Exercise instructions
Hunt through the lines below for the string "above" and copy each one that has it.

Saved data entries:
● ● ● ●
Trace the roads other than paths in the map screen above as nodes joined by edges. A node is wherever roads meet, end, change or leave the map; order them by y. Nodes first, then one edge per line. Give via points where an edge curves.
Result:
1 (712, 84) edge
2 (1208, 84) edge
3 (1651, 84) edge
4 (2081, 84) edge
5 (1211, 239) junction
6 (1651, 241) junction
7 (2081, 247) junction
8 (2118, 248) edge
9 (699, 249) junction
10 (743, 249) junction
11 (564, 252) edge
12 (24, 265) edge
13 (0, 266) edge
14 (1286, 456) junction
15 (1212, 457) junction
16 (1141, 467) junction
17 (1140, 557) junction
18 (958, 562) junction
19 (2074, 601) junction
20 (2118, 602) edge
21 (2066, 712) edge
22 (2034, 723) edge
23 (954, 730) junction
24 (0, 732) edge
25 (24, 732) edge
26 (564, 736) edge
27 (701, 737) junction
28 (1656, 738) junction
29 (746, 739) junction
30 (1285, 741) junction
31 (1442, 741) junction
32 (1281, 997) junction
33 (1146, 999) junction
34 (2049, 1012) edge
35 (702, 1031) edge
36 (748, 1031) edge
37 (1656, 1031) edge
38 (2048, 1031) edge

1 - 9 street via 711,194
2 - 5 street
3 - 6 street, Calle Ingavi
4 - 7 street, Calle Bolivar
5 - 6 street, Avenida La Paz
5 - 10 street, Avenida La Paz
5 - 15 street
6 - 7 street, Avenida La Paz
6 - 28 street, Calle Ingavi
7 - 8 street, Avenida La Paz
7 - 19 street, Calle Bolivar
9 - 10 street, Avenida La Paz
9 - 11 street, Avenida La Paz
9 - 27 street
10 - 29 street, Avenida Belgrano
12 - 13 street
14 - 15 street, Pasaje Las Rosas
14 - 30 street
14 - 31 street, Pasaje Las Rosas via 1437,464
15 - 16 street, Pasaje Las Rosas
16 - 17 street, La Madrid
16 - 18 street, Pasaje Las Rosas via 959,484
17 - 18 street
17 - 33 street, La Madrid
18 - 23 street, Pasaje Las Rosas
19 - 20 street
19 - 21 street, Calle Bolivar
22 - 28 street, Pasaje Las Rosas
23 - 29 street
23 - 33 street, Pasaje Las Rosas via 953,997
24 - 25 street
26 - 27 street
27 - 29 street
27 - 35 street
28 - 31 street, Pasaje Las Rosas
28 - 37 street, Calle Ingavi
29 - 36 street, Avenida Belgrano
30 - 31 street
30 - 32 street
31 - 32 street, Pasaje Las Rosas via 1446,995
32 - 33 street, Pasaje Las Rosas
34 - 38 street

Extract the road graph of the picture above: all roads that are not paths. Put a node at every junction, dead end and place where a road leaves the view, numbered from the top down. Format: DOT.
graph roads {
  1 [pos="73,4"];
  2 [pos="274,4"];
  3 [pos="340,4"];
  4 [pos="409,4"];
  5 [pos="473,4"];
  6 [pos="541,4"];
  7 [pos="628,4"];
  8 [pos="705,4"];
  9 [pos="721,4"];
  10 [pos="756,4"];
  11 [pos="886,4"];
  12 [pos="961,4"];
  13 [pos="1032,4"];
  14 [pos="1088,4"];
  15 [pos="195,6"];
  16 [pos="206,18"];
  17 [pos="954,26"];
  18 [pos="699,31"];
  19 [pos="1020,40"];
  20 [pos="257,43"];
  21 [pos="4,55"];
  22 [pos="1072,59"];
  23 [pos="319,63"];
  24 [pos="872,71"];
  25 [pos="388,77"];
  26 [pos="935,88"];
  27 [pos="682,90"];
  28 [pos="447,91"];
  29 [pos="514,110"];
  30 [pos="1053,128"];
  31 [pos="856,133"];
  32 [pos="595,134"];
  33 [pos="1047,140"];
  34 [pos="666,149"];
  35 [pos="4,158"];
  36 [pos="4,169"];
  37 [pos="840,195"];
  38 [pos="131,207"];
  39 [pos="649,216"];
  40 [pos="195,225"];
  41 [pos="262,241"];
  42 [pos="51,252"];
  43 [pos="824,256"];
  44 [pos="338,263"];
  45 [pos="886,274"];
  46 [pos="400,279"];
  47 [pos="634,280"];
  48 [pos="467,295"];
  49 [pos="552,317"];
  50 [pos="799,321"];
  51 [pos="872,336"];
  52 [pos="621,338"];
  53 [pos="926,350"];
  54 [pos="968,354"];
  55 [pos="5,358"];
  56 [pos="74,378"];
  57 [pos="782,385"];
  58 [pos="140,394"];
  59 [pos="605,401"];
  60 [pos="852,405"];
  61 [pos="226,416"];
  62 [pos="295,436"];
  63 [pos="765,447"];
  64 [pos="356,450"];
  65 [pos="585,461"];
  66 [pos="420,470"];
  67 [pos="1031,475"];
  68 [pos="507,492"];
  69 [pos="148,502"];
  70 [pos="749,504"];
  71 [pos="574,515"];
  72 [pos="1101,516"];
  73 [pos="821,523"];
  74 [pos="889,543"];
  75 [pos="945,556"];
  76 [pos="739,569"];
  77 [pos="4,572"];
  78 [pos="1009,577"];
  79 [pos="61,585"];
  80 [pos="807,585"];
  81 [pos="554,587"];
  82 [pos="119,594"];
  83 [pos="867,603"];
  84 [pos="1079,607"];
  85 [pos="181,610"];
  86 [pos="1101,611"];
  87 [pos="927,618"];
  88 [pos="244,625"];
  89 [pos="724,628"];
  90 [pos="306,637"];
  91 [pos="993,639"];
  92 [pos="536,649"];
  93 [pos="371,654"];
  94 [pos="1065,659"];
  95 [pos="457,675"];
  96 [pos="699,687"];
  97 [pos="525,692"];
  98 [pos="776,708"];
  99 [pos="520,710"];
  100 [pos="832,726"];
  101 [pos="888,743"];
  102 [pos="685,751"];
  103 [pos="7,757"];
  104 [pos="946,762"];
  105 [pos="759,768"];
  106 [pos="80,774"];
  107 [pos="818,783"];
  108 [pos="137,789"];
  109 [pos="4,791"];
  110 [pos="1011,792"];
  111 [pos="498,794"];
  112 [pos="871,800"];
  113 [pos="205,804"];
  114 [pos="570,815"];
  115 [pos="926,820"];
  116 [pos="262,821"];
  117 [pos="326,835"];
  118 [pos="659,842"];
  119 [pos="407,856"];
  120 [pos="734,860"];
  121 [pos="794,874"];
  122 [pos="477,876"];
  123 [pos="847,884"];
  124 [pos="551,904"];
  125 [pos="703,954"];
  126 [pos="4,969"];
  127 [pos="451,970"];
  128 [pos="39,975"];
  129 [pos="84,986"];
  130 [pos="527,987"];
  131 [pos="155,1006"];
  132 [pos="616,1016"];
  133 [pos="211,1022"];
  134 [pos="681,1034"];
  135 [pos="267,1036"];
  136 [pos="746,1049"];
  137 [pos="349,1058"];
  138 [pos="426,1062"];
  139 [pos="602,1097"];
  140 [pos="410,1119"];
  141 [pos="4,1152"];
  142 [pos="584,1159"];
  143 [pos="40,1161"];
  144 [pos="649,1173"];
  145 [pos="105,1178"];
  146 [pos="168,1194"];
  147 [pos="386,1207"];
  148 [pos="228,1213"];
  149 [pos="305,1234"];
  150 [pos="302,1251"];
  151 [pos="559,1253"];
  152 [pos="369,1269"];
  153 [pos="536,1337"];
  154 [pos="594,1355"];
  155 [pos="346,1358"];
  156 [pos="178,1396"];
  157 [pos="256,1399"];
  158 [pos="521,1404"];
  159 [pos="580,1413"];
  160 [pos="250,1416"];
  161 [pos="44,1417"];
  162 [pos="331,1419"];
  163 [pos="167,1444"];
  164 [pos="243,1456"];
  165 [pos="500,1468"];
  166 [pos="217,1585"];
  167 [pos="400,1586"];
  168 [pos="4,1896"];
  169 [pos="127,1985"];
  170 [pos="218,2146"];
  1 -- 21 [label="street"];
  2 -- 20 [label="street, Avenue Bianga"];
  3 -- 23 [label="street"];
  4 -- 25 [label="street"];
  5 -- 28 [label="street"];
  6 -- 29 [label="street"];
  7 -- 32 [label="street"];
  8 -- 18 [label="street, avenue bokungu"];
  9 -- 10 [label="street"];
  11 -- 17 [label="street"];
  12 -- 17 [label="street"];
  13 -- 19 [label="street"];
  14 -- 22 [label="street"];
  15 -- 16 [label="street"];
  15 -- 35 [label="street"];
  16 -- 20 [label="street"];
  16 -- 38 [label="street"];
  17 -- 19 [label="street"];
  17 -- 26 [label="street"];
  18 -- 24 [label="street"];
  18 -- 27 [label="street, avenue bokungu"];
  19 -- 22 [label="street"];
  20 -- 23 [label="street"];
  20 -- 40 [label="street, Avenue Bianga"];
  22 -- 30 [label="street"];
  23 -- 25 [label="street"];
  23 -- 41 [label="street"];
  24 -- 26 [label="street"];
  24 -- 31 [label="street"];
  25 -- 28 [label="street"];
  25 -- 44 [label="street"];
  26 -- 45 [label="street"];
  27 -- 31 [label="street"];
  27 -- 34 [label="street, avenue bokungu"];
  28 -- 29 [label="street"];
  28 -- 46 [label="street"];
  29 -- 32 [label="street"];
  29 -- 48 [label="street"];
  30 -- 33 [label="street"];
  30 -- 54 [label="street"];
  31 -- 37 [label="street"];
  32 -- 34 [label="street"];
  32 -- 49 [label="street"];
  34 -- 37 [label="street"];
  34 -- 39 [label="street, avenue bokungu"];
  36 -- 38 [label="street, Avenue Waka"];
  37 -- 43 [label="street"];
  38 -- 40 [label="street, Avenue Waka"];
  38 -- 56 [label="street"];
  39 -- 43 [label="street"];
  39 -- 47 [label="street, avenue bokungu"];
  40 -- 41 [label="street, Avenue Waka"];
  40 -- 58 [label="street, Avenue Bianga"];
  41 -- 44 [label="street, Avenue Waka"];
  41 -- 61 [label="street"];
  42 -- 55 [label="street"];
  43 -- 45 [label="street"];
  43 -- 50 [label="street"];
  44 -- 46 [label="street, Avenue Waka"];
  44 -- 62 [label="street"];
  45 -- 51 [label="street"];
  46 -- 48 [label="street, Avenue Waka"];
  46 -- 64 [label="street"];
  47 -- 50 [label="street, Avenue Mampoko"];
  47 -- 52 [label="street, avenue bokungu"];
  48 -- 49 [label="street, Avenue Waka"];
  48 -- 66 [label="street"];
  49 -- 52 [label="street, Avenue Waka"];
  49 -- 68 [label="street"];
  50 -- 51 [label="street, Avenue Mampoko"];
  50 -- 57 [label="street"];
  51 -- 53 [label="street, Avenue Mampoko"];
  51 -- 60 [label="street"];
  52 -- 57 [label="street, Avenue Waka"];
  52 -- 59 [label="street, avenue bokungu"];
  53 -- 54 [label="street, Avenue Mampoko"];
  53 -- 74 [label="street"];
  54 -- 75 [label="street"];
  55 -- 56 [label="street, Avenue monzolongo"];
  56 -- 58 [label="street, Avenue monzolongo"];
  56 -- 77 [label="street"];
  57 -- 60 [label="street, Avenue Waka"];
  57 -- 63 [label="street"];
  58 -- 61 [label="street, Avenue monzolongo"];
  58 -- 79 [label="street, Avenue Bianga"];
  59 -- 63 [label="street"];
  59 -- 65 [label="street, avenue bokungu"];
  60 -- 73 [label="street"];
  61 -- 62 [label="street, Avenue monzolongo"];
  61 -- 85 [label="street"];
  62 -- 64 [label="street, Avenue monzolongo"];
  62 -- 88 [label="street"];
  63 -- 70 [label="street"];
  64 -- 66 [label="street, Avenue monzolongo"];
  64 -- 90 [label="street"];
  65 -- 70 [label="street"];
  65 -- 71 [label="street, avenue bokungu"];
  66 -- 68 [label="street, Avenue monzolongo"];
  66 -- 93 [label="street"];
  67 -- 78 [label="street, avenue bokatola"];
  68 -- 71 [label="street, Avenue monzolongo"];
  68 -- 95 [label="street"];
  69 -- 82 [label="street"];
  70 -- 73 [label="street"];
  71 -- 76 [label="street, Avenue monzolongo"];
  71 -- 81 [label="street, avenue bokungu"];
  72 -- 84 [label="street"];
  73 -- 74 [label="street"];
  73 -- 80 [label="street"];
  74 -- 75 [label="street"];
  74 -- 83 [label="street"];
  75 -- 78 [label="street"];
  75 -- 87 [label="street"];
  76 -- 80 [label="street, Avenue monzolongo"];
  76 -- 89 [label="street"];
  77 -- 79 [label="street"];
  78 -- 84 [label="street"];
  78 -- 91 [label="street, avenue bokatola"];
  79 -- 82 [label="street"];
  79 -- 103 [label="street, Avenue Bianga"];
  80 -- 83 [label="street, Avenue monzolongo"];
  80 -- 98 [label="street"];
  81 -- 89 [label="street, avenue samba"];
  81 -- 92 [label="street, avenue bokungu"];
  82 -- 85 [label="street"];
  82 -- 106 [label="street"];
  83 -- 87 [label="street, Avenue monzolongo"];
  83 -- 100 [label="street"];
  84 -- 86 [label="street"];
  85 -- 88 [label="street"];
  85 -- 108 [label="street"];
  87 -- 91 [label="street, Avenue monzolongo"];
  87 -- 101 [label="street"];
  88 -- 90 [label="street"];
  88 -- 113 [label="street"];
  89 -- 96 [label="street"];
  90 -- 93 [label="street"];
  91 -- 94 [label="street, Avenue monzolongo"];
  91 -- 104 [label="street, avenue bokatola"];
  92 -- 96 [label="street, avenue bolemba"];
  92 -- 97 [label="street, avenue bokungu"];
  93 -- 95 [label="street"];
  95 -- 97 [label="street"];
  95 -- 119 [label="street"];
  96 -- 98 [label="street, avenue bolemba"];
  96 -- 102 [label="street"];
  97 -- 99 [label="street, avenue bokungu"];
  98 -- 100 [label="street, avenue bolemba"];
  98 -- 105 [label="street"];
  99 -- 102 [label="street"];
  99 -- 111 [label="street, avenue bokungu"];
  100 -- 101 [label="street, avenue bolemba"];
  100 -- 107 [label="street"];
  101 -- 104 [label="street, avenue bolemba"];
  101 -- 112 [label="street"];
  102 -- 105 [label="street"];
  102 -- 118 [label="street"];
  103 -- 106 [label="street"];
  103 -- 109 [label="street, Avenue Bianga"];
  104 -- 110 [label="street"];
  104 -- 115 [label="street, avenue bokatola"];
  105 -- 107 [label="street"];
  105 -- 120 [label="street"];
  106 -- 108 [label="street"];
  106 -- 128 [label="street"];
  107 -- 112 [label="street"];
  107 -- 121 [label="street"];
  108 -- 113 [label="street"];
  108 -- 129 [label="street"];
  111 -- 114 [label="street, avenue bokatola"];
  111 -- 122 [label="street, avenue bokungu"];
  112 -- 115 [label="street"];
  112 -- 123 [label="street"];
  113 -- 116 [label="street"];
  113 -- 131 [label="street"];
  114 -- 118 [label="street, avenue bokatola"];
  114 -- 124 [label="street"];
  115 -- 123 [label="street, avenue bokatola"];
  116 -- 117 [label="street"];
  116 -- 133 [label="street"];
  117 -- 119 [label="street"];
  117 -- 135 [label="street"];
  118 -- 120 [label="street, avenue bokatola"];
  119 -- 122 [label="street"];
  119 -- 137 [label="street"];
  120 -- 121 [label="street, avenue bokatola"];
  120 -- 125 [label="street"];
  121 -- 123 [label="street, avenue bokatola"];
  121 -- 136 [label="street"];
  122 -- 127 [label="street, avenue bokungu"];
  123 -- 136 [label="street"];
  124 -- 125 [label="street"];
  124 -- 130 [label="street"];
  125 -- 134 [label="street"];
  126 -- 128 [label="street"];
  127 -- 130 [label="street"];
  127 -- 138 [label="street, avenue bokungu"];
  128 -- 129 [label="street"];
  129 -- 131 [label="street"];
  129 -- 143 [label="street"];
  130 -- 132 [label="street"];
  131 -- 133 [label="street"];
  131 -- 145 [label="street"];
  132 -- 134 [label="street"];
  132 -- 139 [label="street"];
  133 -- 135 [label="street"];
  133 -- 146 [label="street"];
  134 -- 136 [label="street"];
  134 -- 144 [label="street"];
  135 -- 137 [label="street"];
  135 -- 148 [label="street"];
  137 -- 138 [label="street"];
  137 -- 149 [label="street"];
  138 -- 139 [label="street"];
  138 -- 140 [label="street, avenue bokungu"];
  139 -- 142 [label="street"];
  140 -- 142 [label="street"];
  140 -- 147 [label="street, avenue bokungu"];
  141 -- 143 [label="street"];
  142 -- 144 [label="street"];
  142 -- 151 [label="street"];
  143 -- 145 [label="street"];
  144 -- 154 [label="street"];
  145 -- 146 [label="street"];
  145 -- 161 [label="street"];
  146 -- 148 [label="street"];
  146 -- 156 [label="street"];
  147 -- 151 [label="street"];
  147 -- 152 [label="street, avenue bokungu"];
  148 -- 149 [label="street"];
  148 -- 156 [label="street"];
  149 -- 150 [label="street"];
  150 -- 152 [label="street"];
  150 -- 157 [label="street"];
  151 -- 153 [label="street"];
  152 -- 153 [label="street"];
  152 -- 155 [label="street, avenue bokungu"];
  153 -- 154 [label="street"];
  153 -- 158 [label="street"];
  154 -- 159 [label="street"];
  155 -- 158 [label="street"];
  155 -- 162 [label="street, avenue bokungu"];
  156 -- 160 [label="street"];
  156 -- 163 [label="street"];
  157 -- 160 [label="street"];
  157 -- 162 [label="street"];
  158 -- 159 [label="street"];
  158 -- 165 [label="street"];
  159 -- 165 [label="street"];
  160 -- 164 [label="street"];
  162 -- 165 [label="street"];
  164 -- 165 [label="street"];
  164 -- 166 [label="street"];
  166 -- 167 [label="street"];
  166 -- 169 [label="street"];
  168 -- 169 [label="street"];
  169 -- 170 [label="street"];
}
● ● ● ●
Response area
Trace the roads other than paths in the map screen above as nodes joined by edges. A node is wherever roads meet, end, change or leave the map; order them by y. Nodes first, then one edge per line. Give via points where an edge curves.
Extract the road graph of the picture above: all roads that are not paths. Put a node at every junction, dead end and place where a road leaves the view, numbered from the top down. Format: DOT.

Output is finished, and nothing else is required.